電力自由化の恩恵を最も受けるとみられている東京ガス

東京ガスにおいては、ガスで発電した電力を今までよりも安い料金で家庭に提供する予定

2016年4月から、多く企業が電力事業に参入ができるようになる電力自由化が開始されることになります。この電力自由化にあたっては、すでに大手の通信会社やケーブルテレビ会社、総合商社などが電力事業への参入を表明しています。
しかし、新規の参入企業の中でも、最も自由化の恩恵に与れるのが大手のガス会社になるのではないかとみられています。とくにガス会社の中では、東京ガスが最も業績に与える影響が大きいとの見方が出ています。東京ガスにおいては、ガスで発電した電力を今までよりも安い料金で家庭に提供する予定となっています。この価格の安い電力を武器に既存の電力会社からの乗り換えを狙っています。
しかし、現状ではまだ宣伝広告が徹底していない状況があります。そのため、今後は営業マンを増員して、各家庭での電力料金の安さをアピールしていくことが行われることになります。
また、テレビCMを中心としたマスコミ媒体でも宣伝広告を強化していくことになると思います。そうした努力を行うことで利用者が電力料金の安さに注目をするようになれば、しだいにガス会社へ乗り換えをする人が増えていく可能性が出てくると考えます。
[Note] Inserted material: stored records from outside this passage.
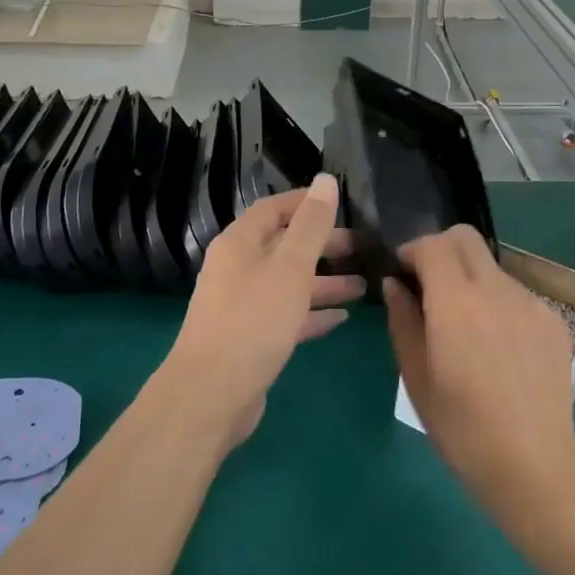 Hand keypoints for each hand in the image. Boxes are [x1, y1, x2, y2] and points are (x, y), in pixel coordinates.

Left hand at [163, 174, 364, 447]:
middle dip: (322, 244)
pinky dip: (312, 312)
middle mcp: (238, 268)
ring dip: (324, 281)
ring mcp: (242, 304)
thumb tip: (326, 180)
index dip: (306, 202)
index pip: (275, 208)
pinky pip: (287, 315)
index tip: (341, 202)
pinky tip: (342, 317)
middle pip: (284, 245)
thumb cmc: (253, 320)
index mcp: (240, 242)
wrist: (210, 395)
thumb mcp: (290, 267)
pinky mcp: (250, 338)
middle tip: (362, 247)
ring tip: (363, 285)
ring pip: (289, 282)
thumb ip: (311, 225)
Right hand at [384, 226, 574, 528]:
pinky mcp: (552, 320)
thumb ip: (403, 321)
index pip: (432, 244)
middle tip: (430, 285)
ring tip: (468, 328)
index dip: (412, 251)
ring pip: (490, 266)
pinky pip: (515, 294)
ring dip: (471, 280)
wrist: (536, 467)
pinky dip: (498, 304)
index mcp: (456, 303)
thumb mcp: (416, 378)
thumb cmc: (463, 429)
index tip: (403, 275)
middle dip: (441, 249)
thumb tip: (395, 285)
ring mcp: (529, 302)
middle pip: (465, 237)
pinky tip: (498, 347)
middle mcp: (495, 290)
従来からのガスと電力を組合わせたセット販売で、毎月のガスと電力の利用料金を割り引くサービスを提供

また、東京ガスでは、従来からのガスと電力を組合わせたセット販売を行う予定となっています。ガスと電力のセット販売を実施することによって、毎月のガスと電力の利用料金を割り引くようにします。よって、ガスと電力のセット販売の利用者は、全体の利用料金を下げることができるメリットが生まれてきます。
大方の家庭では給湯器やレンジなどはガスを使っているために、ガスと電力とまとめて支払うことは難しくない環境があります。したがって、ガス会社ではガスと電力のセット販売を大きな武器にして、既存の電力会社からの乗り換えを促すように計画をしています。
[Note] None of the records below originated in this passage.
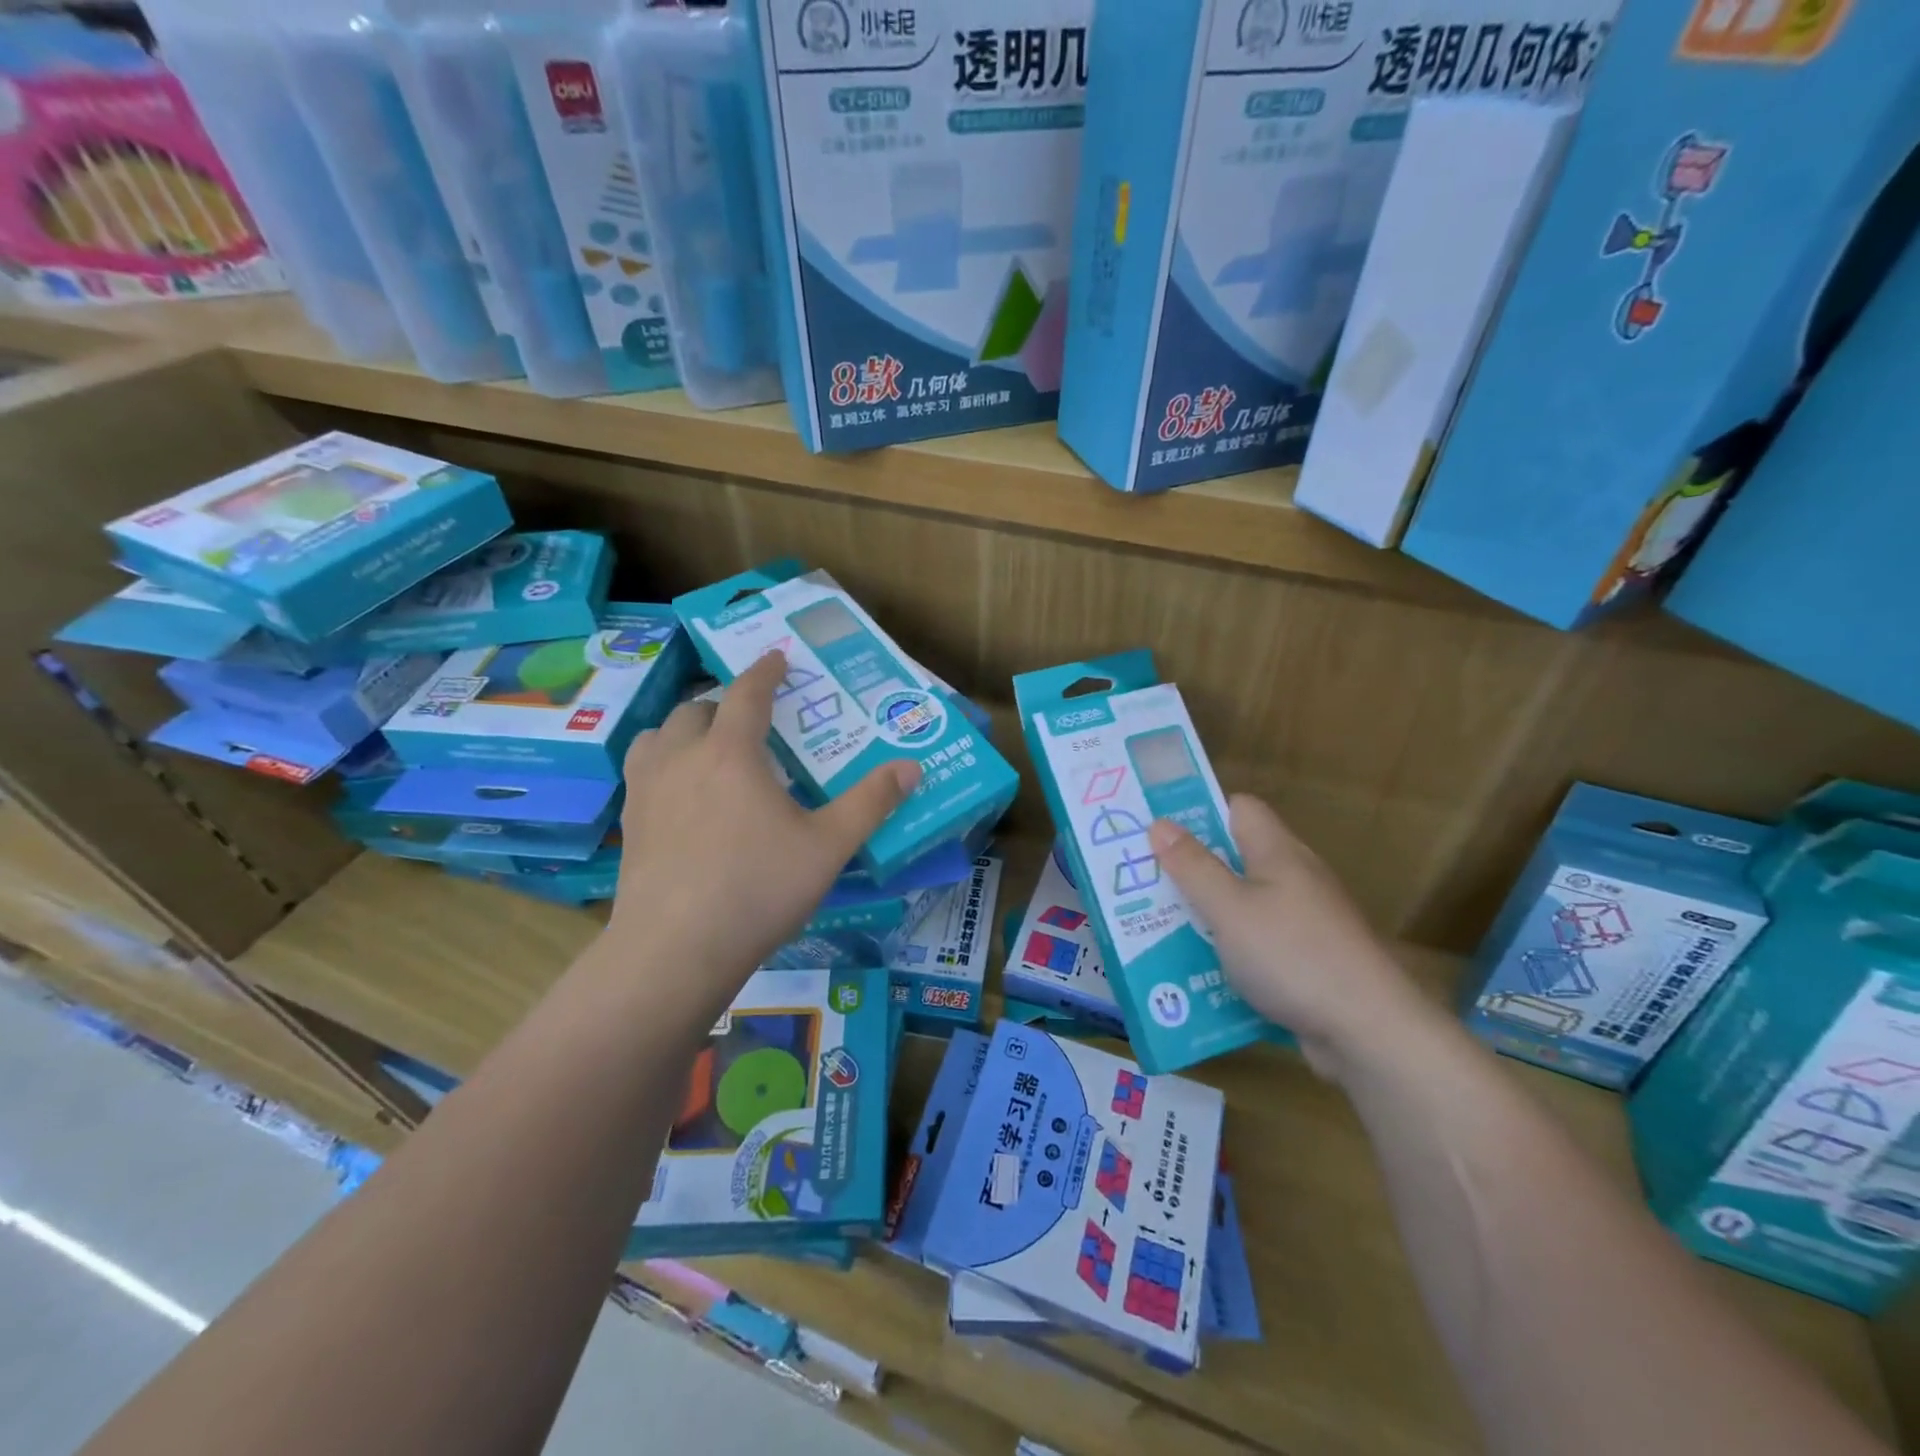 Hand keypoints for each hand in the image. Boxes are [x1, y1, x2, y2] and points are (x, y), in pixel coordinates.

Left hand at [603, 652, 919, 1020]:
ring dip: (685, 728)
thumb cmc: (758, 889)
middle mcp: (683, 757)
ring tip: (707, 746)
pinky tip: (679, 792)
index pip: (747, 693)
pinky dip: (662, 761)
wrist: (675, 949)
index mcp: (732, 753)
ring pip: (659, 734)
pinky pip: (642, 769)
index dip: (765, 671)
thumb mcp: (828, 847)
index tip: (777, 657)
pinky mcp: (630, 822)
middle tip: (752, 719)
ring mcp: (647, 789)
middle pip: (697, 709)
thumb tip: (911, 766)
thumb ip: (870, 803)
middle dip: (725, 703)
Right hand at [1148, 795, 1433, 1078]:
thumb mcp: (1229, 909)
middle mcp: (1295, 877)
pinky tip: (1203, 971)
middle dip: (1192, 869)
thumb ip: (1193, 866)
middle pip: (1237, 857)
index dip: (1200, 813)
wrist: (1369, 1031)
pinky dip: (1232, 949)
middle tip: (1145, 883)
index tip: (1159, 832)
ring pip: (1245, 903)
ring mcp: (1306, 920)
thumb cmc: (1293, 956)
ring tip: (1160, 928)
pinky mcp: (1310, 958)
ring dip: (1208, 914)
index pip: (1239, 808)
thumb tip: (1160, 823)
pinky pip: (1259, 941)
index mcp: (1278, 852)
大手のガス会社は知名度が高いために利用者にとっては安心

大手のガス会社ではすでにガスを利用してきた実績があったり、知名度が高いために利用者にとっては安心して乗り換えができるメリットが生まれています。そのため、異業種の新規参入組に比べると大手のガス会社は有利となることが期待されます。また、ガス会社では今回を機会として、ガスで発電をする家庭用の機器の普及を促すことも狙いとして挙げられます。
多くの家庭でガスによる発電が行われることで、今までガスを使わなかったオール電化の家庭にも利用者を増やす狙いがあります。オール電化の家庭では新規の顧客となるために、ガス会社にとっては大きなビジネスチャンスとなってきます。